— PROBLEM DESCRIPTION —
Print every line below exactly. Skip the pictures.

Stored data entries

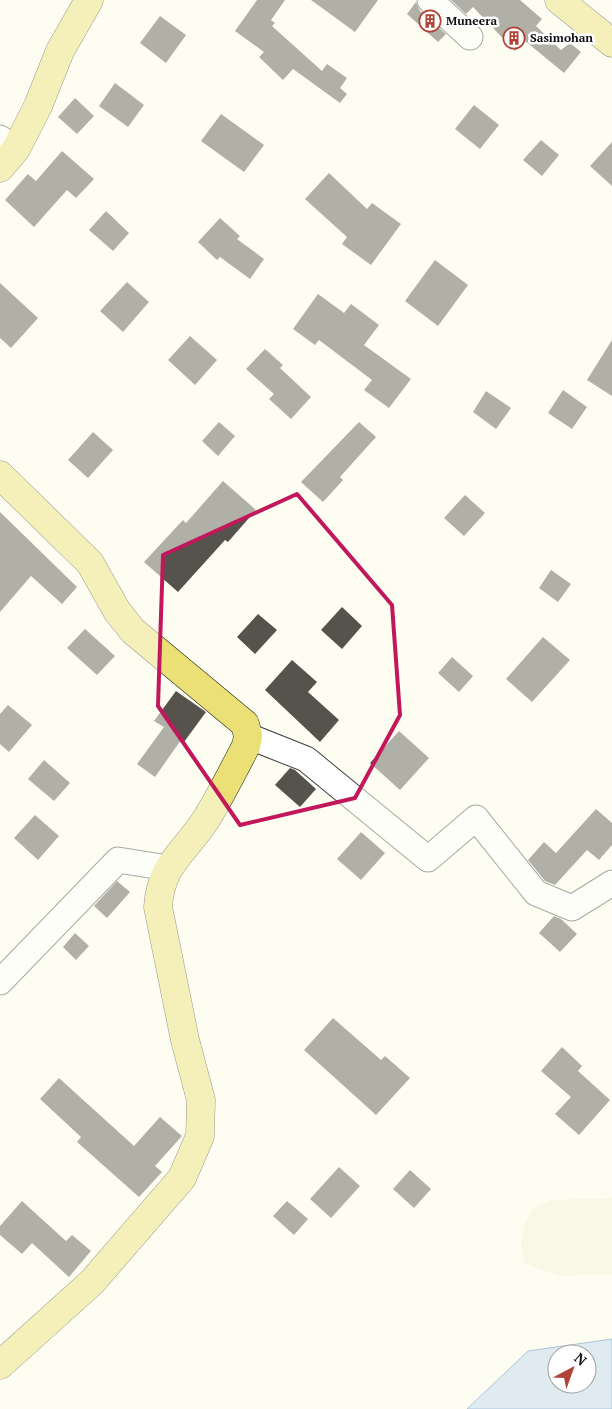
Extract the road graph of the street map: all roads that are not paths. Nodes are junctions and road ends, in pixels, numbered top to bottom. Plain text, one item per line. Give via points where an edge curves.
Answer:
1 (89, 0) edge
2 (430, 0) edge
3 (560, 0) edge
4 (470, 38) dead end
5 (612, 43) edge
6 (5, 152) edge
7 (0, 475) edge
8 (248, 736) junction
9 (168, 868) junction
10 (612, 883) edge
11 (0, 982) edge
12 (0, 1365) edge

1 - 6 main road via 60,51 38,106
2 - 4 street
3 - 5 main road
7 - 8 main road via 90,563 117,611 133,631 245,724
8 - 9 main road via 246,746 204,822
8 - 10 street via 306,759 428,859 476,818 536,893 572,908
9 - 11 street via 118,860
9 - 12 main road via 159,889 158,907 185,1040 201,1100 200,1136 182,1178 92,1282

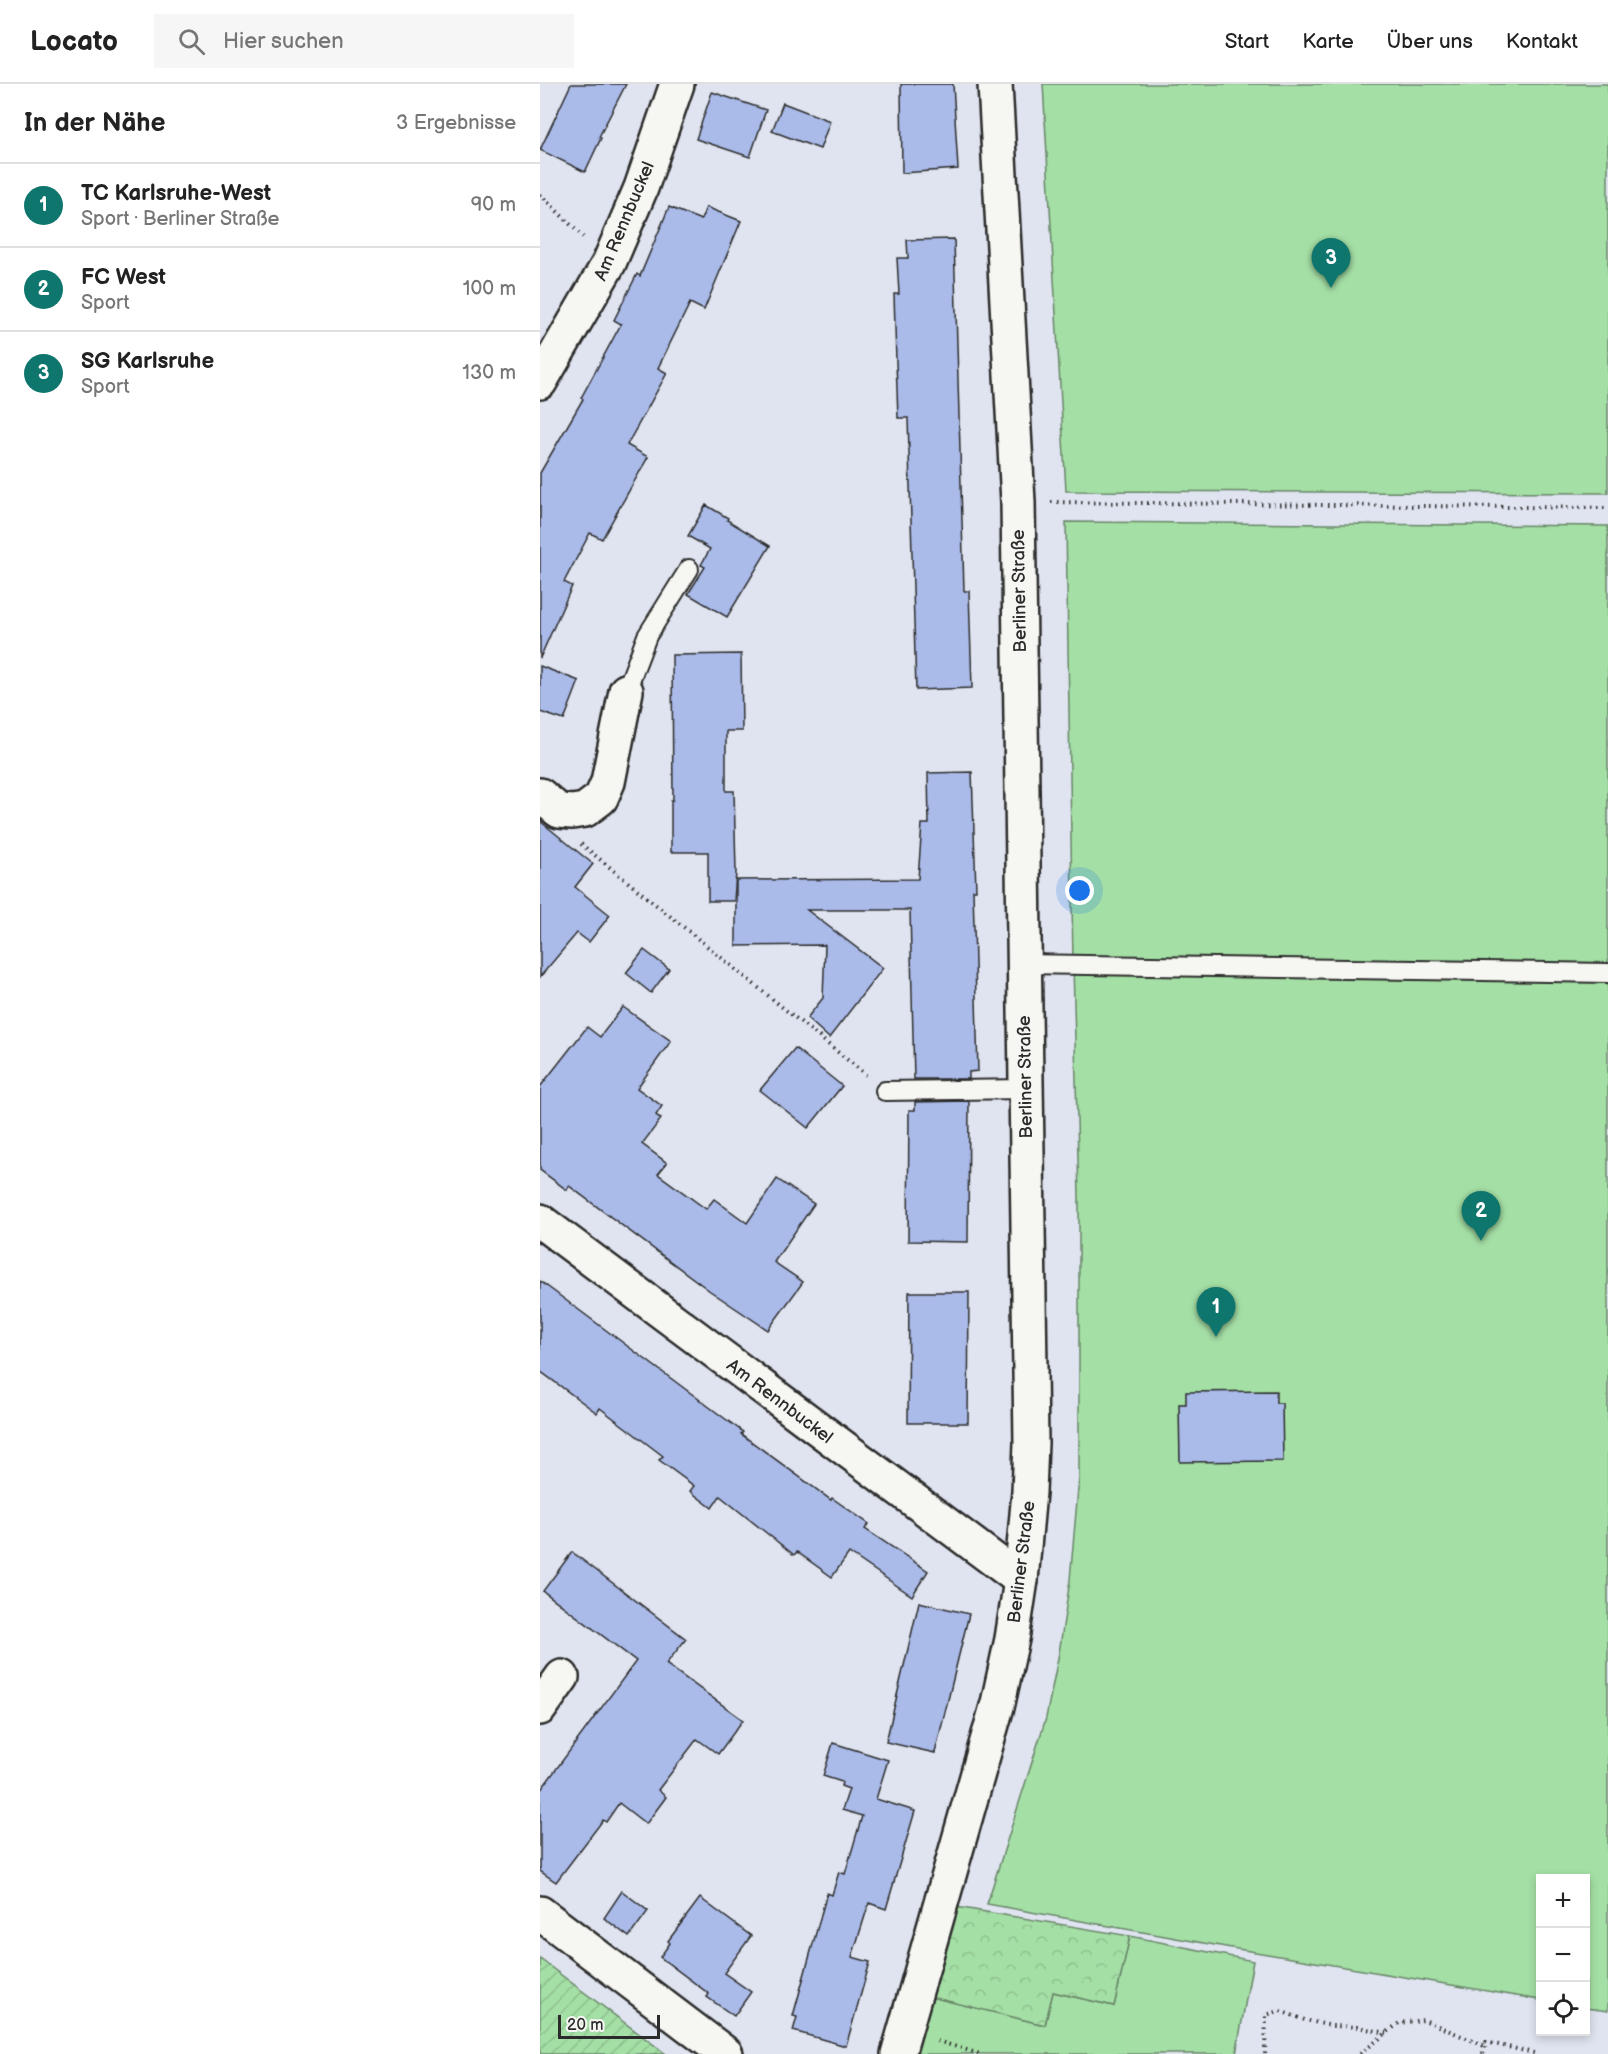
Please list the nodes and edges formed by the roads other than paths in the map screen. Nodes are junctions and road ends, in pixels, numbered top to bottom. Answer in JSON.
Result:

— TASK OUTPUT —
Extract the road graph of the street map: all roads that are not paths. Nodes are junctions and road ends, in pixels, numbered top to bottom. Plain text, one item per line. Give via points where an edge curves.
Answer:
1 (89, 0) edge
2 (430, 0) edge
3 (560, 0) edge
4 (470, 38) dead end
5 (612, 43) edge
6 (5, 152) edge
7 (0, 475) edge
8 (248, 736) junction
9 (168, 868) junction
10 (612, 883) edge
11 (0, 982) edge
12 (0, 1365) edge

1 - 6 main road via 60,51 38,106
2 - 4 street
3 - 5 main road
7 - 8 main road via 90,563 117,611 133,631 245,724
8 - 9 main road via 246,746 204,822
8 - 10 street via 306,759 428,859 476,818 536,893 572,908
9 - 11 street via 118,860
9 - 12 main road via 159,889 158,907 185,1040 201,1100 200,1136 182,1178 92,1282

Please list the nodes and edges formed by the roads other than paths in the map screen. Nodes are junctions and road ends, in pixels, numbered top to bottom. Answer in JSON.
Result:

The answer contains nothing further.